One of the tasks that popped up in tournament conversation was an effort to update the NAQT Nationals app. For reasons to be explained later on, I was hesitant to do it. Despite being a software tester in my day job, I was not really looking to add to tasks this weekend. But was convinced by others to do it. After I had installed the latest TestFlight for iOS, I did what I always do in the first match of the day. I cautioned the teams to put their phone on airplane mode for the match, and then I did the same.
You know what doesn't work when you put a phone in airplane mode: TestFlight and an app that needs to connect to the internet. Muscle memory yet again!
Everything needs replaced
The primary reason I hesitated on doing the app testing was that I was convinced whatever testing I would do would be for nought. I'm running out of time on the lifecycle of most of my technology, and this summer will probably require me to upgrade a few things. My phone's no longer able to upgrade iOS, and some apps (like my banking app) are starting to fail. If I have trouble with the app, it's always possible it's because the OS is too old to handle the new feature.

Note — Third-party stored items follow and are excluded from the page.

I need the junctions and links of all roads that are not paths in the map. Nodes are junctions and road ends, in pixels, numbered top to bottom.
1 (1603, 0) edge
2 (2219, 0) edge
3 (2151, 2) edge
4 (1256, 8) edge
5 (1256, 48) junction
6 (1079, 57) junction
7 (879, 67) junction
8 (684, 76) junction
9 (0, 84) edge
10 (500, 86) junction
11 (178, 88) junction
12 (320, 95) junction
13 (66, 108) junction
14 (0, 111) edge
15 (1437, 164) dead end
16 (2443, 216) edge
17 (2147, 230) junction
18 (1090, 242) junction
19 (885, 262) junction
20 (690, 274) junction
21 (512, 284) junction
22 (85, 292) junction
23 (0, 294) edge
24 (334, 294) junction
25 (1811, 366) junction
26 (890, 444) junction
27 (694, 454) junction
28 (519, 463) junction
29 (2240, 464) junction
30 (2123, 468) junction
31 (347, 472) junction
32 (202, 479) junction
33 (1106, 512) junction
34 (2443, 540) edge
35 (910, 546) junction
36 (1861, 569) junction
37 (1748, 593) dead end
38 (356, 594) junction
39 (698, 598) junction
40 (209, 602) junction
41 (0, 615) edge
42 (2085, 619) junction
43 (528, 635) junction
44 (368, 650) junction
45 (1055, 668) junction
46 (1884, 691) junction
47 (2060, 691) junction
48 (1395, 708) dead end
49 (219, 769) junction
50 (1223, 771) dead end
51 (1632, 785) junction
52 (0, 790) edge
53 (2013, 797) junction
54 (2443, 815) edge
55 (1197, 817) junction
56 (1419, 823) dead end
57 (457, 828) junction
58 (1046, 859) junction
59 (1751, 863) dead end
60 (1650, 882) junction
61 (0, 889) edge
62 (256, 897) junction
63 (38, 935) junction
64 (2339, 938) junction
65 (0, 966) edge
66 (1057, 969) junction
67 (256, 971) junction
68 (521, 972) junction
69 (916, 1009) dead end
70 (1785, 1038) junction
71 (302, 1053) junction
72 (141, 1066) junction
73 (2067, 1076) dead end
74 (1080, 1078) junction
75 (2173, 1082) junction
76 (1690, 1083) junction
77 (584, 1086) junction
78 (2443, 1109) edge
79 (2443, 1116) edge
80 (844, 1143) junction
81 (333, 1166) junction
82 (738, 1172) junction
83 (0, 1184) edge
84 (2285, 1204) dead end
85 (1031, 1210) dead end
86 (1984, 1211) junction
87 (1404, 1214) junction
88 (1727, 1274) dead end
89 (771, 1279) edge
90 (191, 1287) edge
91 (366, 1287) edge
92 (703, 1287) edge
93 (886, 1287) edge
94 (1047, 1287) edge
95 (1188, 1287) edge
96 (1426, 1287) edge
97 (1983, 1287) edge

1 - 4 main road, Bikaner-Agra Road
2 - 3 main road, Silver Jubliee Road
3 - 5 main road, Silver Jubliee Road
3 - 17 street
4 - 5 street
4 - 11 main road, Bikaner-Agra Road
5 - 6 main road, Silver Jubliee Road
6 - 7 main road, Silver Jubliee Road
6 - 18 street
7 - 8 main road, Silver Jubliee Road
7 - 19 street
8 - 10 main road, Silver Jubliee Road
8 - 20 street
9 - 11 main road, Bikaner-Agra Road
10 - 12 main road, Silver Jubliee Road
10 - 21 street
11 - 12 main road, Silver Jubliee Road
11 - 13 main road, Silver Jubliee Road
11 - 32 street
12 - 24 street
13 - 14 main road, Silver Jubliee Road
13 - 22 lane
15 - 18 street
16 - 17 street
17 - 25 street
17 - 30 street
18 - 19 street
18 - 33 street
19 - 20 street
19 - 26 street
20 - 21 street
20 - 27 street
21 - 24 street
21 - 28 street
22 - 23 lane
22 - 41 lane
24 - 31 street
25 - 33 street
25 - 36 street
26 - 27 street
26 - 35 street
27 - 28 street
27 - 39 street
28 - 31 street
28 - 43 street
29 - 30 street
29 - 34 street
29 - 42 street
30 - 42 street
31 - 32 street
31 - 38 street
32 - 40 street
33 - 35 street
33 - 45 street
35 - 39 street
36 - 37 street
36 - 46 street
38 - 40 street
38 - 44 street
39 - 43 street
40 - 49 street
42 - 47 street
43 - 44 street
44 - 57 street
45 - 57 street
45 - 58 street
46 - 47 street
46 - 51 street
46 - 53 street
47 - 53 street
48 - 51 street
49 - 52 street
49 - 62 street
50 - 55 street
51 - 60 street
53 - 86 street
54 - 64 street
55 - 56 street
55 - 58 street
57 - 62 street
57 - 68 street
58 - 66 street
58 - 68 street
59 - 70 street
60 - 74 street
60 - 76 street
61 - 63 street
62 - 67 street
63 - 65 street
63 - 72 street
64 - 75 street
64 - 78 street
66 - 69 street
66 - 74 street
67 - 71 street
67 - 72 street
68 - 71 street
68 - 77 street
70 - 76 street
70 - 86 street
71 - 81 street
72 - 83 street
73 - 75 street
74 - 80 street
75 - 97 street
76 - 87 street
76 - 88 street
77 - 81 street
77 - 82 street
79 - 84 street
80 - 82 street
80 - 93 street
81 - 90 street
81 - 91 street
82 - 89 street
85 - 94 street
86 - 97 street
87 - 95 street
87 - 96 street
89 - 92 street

This is kind of across the board, I've spent so much time doing the book and the day job and the night job, I've neglected the maintenance, until it all needs done at once. The laptop I travel with normally is a Chromebook, that I got when I was recovering in 2019, and it's well past its automatic Chrome updates. I don't want to do it, but I have to because Slack doesn't work right on such an old browser version, and you can't really run OQS without some degree of Slack integration for protests and checking in on people. And while slack works on the phone, my office runs on teams and actually frowns on having both on your phone during work.
I've been borrowing a Windows laptop my father bought in 2020 for my days when my day job is my home job, since my previous day job Windows machine is so old it can't be upgraded to Win11. I can still use it as the base for Remote Desktop with Citrix, but it's both slow, and lacking support.
Everything has that feeling like it's about to break if you don't find time to maintain it. My glasses even need replaced, as they last got updated while I was off as well. But probably the weirdest thing that needs updated is the garden soil.
The annual gardening update
I'm trying to get the garden started for this year. I have been thwarted in my March efforts by a mix of cold and rain, preventing a good tilling of the raised beds, and thwarted by too many weekends with my schedule tied up for the dry and bright hours. After last year's poor production and deer incursion, I resolved to put my composter to work early and till last year's compost into the beds, but the one perfect day to do it was in the middle of hospital visiting hours. The only thing I've gotten planted this year, aside from a wintered over potato bed, has been a pot of snow peas under a tripod, and covered in flowcloth. I finally got a chance to check it today, and we've got 30 or so shoots aiming for the poles. It's a start.